→ **Source data**
^^^^
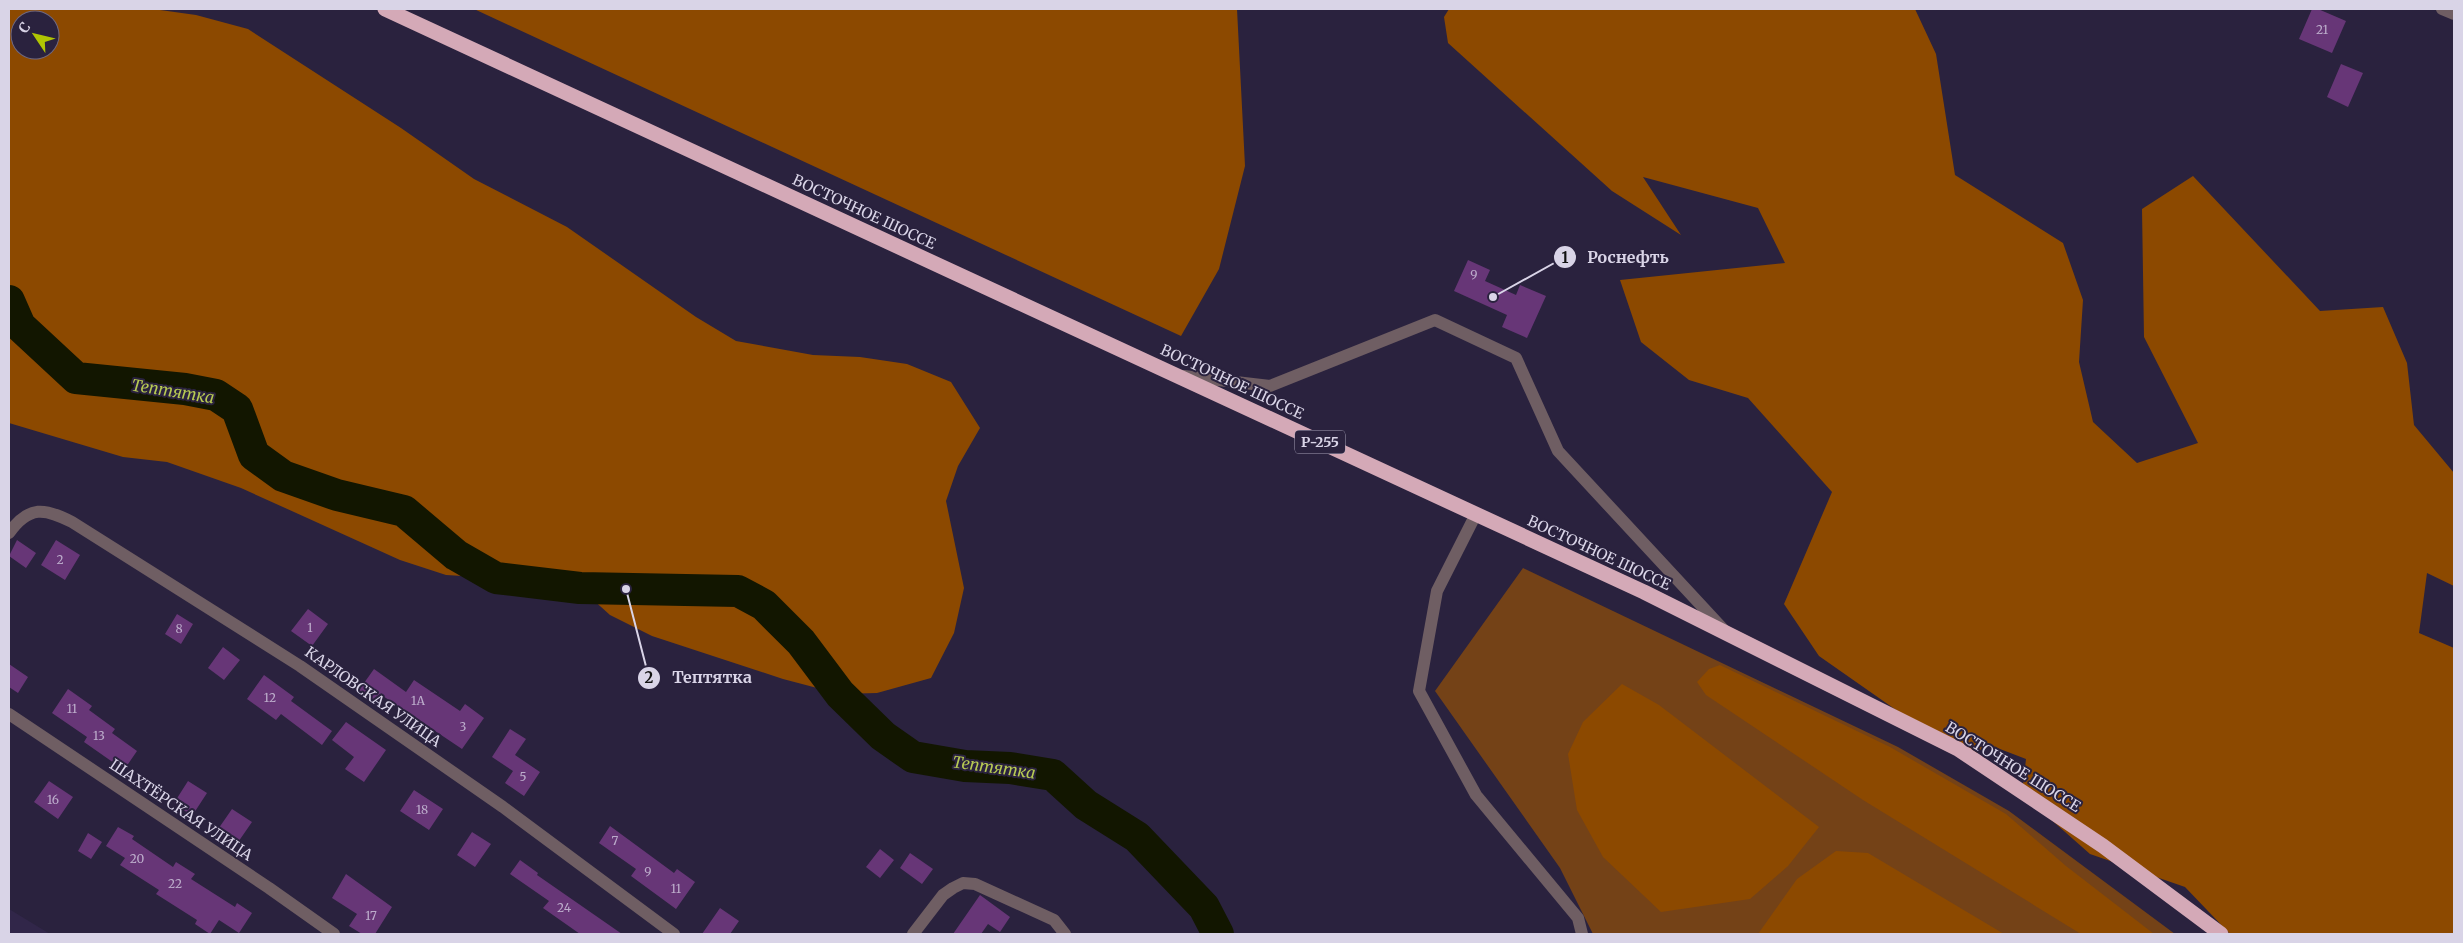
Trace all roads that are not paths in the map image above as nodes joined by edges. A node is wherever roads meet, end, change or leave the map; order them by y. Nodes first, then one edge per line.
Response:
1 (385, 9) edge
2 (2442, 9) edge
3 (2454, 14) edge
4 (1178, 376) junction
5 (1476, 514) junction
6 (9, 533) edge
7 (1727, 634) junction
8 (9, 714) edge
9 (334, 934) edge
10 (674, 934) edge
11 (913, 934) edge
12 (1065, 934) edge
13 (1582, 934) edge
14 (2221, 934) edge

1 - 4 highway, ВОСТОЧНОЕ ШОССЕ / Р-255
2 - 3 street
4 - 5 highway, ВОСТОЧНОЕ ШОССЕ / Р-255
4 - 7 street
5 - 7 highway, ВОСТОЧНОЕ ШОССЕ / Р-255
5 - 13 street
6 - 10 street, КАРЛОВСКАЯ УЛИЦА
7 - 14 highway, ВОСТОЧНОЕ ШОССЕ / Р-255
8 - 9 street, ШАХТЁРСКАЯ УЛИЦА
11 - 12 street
^^^^
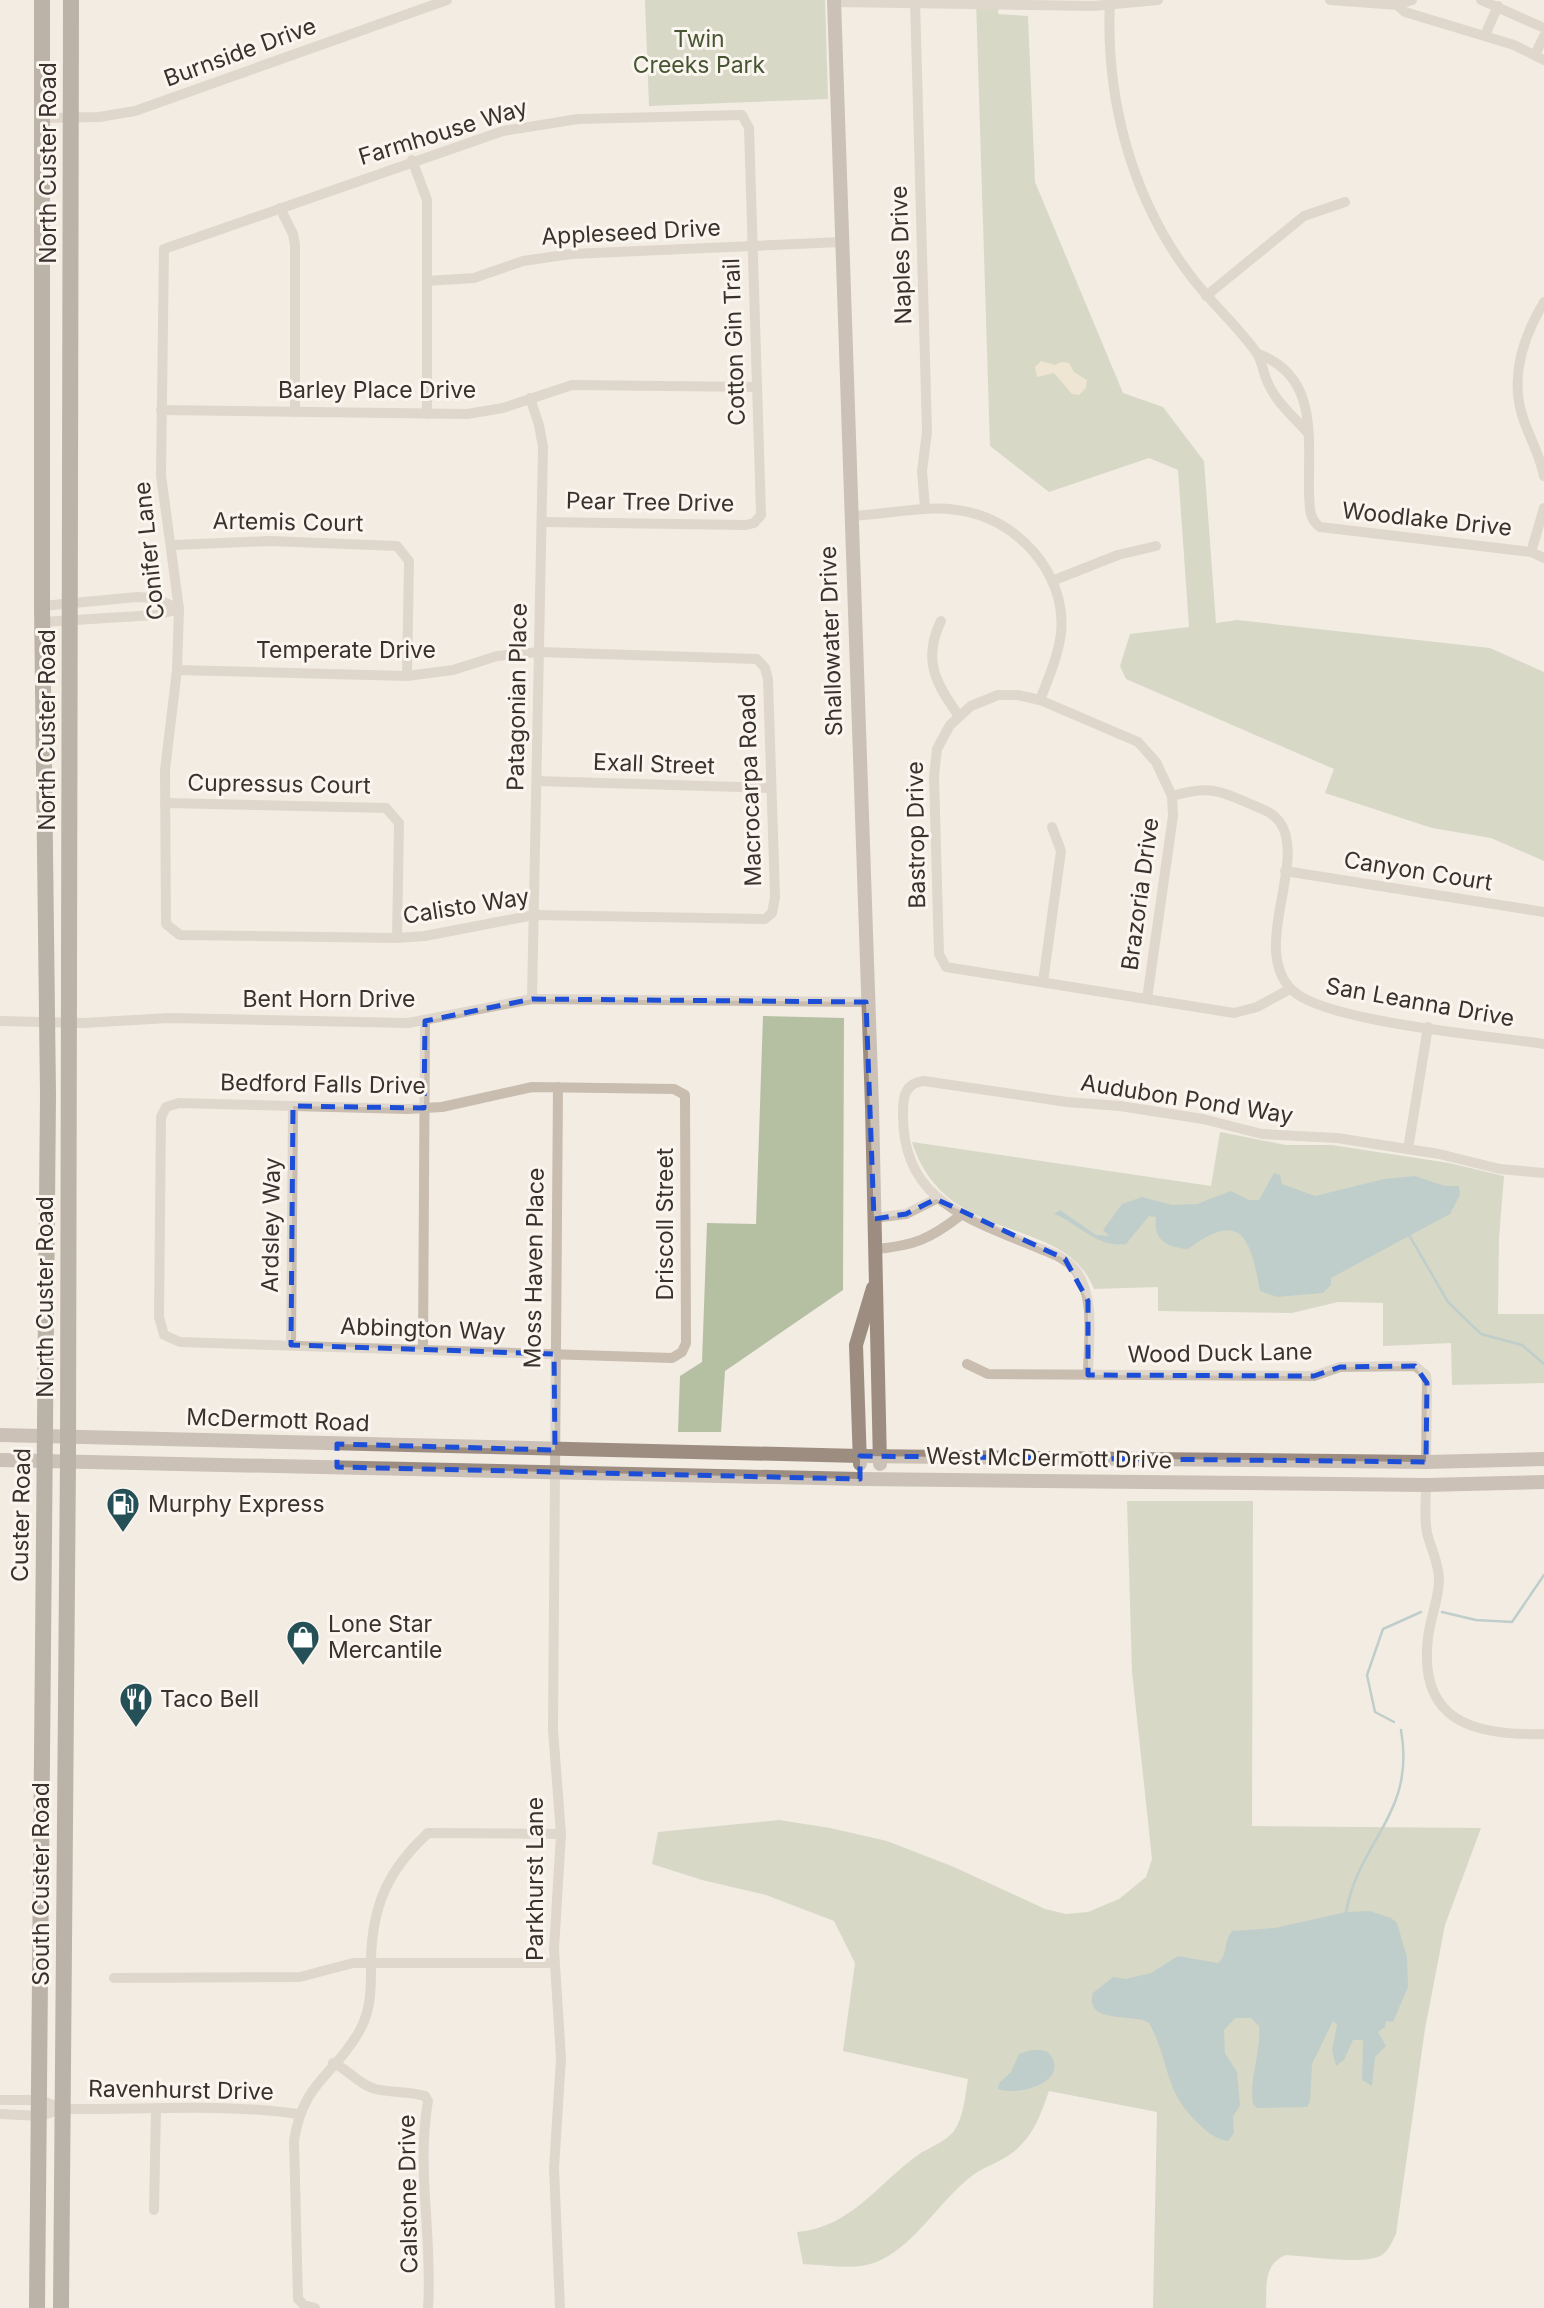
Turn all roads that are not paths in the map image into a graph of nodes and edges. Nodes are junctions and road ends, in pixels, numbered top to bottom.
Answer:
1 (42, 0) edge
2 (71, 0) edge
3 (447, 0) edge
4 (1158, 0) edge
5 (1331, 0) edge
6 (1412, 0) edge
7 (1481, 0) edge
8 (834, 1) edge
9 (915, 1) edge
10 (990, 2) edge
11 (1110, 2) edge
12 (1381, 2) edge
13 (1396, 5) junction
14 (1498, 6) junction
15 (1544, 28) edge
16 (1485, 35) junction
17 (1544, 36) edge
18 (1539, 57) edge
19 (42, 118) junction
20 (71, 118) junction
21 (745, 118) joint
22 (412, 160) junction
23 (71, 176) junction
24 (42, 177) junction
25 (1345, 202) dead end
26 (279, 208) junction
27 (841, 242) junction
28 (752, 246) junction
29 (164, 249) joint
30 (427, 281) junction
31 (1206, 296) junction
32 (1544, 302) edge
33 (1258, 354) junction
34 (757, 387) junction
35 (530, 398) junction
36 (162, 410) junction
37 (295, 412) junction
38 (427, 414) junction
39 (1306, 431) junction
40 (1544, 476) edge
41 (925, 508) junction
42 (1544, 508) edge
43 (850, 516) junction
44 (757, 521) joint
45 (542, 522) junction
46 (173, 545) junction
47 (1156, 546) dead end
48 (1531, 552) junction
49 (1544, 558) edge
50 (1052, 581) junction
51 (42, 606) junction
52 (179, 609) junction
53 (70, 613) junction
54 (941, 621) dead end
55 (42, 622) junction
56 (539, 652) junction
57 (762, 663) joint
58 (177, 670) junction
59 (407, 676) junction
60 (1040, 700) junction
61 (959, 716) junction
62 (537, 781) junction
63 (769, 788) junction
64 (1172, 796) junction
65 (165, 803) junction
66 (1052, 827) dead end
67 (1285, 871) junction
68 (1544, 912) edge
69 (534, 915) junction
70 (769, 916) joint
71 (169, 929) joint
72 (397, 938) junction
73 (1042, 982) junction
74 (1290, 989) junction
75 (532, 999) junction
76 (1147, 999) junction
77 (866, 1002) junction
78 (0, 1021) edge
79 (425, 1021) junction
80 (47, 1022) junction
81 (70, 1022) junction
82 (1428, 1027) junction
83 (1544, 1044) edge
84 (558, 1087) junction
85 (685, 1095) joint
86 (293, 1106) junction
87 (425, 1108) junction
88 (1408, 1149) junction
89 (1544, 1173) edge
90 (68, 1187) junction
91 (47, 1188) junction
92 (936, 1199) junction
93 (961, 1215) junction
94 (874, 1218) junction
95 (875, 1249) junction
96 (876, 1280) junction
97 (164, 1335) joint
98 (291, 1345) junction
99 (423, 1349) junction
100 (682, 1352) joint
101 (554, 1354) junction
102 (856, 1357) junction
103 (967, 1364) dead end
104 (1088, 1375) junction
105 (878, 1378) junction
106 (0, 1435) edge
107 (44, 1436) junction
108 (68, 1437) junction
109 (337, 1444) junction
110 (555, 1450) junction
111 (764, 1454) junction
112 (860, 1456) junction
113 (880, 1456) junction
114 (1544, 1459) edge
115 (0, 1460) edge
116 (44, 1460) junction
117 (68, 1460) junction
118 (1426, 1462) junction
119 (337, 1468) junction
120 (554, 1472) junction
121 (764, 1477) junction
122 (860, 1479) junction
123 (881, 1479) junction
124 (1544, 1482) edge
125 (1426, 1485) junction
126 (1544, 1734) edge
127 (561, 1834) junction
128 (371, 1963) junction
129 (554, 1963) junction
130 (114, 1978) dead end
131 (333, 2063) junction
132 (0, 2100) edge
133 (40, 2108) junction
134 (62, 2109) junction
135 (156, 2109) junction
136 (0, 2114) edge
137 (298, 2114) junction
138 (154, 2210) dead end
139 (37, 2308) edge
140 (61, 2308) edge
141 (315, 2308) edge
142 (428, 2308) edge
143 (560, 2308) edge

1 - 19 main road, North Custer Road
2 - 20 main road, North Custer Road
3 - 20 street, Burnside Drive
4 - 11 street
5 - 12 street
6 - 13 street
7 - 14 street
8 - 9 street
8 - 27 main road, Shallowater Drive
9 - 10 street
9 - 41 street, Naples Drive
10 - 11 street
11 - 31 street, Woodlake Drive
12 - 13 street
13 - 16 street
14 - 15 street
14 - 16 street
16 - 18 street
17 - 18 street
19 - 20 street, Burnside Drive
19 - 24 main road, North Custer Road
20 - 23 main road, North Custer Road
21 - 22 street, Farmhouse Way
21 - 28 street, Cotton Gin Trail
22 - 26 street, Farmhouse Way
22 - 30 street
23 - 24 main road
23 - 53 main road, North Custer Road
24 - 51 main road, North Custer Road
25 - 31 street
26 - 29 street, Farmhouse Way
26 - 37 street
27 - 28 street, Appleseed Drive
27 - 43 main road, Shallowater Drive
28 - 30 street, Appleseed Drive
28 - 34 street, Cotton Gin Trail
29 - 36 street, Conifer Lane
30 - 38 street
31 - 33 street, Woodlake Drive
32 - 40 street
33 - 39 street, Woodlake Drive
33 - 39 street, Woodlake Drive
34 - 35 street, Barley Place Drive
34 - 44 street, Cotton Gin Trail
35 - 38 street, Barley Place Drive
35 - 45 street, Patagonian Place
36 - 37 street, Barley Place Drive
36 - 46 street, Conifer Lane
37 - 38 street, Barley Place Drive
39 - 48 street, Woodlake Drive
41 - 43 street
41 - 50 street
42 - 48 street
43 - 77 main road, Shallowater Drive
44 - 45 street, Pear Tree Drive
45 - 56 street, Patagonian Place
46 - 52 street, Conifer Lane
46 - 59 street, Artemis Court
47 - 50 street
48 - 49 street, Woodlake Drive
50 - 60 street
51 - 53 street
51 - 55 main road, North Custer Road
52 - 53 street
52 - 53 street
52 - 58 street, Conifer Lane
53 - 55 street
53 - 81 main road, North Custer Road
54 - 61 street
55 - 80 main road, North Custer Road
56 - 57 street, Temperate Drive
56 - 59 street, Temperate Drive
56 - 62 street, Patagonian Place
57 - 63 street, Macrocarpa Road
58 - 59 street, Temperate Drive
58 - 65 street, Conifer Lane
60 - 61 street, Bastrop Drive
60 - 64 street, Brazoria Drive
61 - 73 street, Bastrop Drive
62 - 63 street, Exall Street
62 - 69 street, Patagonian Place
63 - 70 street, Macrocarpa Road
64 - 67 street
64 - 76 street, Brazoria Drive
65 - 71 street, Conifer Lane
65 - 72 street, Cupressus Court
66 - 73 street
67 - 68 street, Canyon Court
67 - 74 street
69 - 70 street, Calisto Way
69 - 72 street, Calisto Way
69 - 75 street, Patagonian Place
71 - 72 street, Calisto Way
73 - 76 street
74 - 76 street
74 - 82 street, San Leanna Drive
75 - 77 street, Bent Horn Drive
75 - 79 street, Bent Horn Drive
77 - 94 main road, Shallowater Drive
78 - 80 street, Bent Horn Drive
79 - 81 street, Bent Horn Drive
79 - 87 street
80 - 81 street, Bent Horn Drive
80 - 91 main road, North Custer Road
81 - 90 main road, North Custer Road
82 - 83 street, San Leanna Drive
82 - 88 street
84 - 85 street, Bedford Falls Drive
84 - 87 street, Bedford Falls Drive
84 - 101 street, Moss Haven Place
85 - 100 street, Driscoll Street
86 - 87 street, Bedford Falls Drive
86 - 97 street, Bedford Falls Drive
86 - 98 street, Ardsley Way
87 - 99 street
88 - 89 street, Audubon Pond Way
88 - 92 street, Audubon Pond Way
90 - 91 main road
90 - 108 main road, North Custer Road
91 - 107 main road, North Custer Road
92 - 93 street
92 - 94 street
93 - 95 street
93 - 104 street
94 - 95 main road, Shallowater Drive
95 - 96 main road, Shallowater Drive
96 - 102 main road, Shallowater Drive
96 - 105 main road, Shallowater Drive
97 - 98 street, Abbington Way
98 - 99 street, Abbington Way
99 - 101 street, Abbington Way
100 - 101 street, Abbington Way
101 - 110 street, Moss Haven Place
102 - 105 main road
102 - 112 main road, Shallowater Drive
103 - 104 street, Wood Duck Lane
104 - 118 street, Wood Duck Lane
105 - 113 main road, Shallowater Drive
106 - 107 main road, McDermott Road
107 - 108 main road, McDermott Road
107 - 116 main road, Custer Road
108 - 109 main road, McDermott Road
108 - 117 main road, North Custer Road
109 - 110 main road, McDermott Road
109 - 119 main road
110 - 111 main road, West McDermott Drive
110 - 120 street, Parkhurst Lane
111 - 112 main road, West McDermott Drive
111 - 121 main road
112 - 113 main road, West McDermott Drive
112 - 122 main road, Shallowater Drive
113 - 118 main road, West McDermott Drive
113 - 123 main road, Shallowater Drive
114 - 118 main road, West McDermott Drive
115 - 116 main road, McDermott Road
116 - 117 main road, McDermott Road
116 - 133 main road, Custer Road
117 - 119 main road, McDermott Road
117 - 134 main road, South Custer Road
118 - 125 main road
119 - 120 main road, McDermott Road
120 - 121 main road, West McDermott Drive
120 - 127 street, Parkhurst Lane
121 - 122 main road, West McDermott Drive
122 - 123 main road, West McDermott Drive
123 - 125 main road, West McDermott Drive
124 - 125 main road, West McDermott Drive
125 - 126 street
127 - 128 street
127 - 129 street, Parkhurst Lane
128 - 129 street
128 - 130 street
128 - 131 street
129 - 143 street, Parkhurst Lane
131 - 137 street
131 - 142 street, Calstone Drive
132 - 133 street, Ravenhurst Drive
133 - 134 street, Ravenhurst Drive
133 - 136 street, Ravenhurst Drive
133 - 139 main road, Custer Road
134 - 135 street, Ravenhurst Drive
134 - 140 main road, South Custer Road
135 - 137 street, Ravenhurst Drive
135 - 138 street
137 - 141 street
^^^^
→ **What is expected**
Determine how many lines in the data include the word "edges". Answer with that number alone.

→ **Result of the exercise**
2